30 de Setembro de 2009 / às 23:42 / 8 anos atrás

Unesco declara o tango patrimônio de Argentina e Uruguai

MONTEVIDÉU (Reuters) - A Organização das Nações Unidas para a Educação, Ciência e Cultura (Unesco) incluiu nesta quarta-feira o tango da Argentina e do Uruguai na Lista Representativa do Patrimônio Imaterial da Humanidade.

"A tradição argentina e uruguaia do tango, hoje conhecida no mundo inteiro, nasceu no vale do Rio da Prata, entre as classes populares das cidades de Buenos Aires e Montevidéu", disse a Unesco em seu site oficial.

Na lista também figura o tradicional candombe do Uruguai, um ritmo frenético que se toca com tambores cuja origem remonta à época colonial e que ainda perdura nas mãos dos descendentes de escravos, em um país no qual 10 por cento dos 3,3 milhões de habitantes são de raça negra.

O pedido de inclusão como patrimônio para ambos ritmos foi apresentado à Unesco em setembro de 2008.

"Ambos começaram como expressões culturais menosprezadas pela sociedade que se acreditava bem-pensante e culta", explicou a ministra de Cultura do Uruguai, María Simón, em um ato realizado na Praça Carlos Gardel de Montevidéu.

"Por fim deixamos de discutir se o tango era daqui ou dali, esta iniciativa se apresenta como um patrimônio comum, rio-platense", acrescentou Simón.

A origem do tango volta e meia é tema de discussão entre os habitantes dos dois países. Em 2000, surgiu uma polêmica quando a Argentina se apresentou nos Jogos Olímpicos de Sidney ao som de "La Cumparsita", o tango mais famoso do mundo, cuja melodia foi criada em 1917 por um uruguaio e sua letra por um argentino.

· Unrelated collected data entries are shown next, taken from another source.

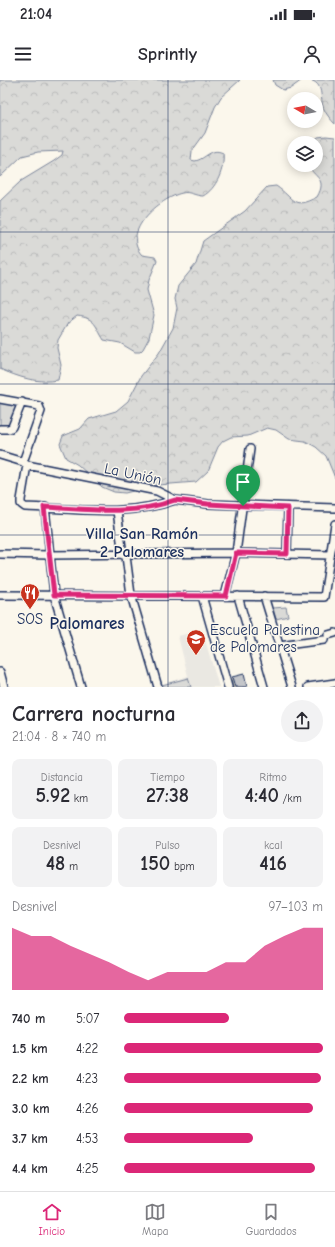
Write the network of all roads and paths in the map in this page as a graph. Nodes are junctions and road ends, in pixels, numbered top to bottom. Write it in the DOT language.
graph roads {
  1 [pos="0,399"];
  2 [pos="22,402"];
  3 [pos="0,429"];
  4 [pos="250,449"];
  5 [pos="0,455"];
  6 [pos="25,463"];
  7 [pos="175,500"];
  8 [pos="243,506"];
  9 [pos="44,507"];
  10 [pos="288,508"];
  11 [pos="335,508"];
  12 [pos="117,511"];
  13 [pos="335,524"];
  14 [pos="236,553"];
  15 [pos="0,554"];
  16 [pos="287,554"];
  17 [pos="49,555"];
  18 [pos="124,555"];
  19 [pos="330,555"];
  20 [pos="0,595"];
  21 [pos="54,595"];
  22 [pos="131,595"];
  23 [pos="202,596"];
  24 [pos="226,596"];
  25 [pos="238,596"];
  26 [pos="264,596"];
  27 [pos="329,636"];
  28 [pos="279,646"];
  29 [pos="0,672"];
  30 [pos="335,683"];
  31 [pos="4,687"];
  32 [pos="81,687"];
  33 [pos="158,687"];
  34 [pos="228,687"];
  35 [pos="264,687"];
  36 [pos="292,687"];
  37 [pos="308,687"];
  1 -- 2 [label="street"];
  2 -- 3 [label="street"];
  2 -- 6 [label="street"];
  4 -- 8 [label="street"];
  5 -- 6 [label="street, La Unión"];
  6 -- 7 [label="street, La Unión"];
  6 -- 9 [label="street"];
  7 -- 8 [label="street, La Unión"];
  7 -- 12 [label="street"];
  8 -- 10 [label="street, La Unión"];
  8 -- 14 [label="street"];
  9 -- 12 [label="street"];
  9 -- 17 [label="street"];
  10 -- 11 [label="street, La Unión"];
  10 -- 16 [label="street"];
  12 -- 18 [label="street"];
  13 -- 19 [label="street"];
  14 -- 16 [label="street"];
  14 -- 18 [label="street"];
  14 -- 24 [label="street"];
  15 -- 17 [label="street"];
  16 -- 19 [label="street"];
  17 -- 18 [label="street"];
  17 -- 21 [label="street"];
  18 -- 22 [label="street"];
  19 -- 26 [label="street"];
  20 -- 21 [label="street"];
  21 -- 22 [label="street"];
  21 -- 32 [label="street"];
  22 -- 23 [label="street"];
  22 -- 33 [label="street"];
  23 -- 24 [label="street"];
  23 -- 34 [label="street"];
  24 -- 25 [label="street"];
  25 -- 26 [label="street"];
  25 -- 35 [label="street"];
  26 -- 28 [label="street"];
  27 -- 28 [label="street"];
  28 -- 36 [label="street"];
  29 -- 31 [label="street"];
  30 -- 37 [label="street"];
}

Em 1998, "La Cumparsita", que se pode ouvir até no filme "Harry Potter e o Prisioneiro de Azkaban" e na transmissão original de "A Guerra dos Mundos", foi declarada hino popular e cultural do Uruguai.

Gardel, cuja origem também é tema de polêmica entre os dois países, já que o Uruguai afirma que ele nasceu em seu território e a Argentina insiste que era francês, é um dos expoentes máximos do gênero.

"É uma homenagem a centenas de milongueiros, de cantores, de músicos que foram preservando esta tradição de voz em voz. Esta é uma contribuição que o Rio da Prata faz à cultura da humanidade", disse o ministro da Cultura argentino, Hernán Lombardi, ao diário argentino Clarín.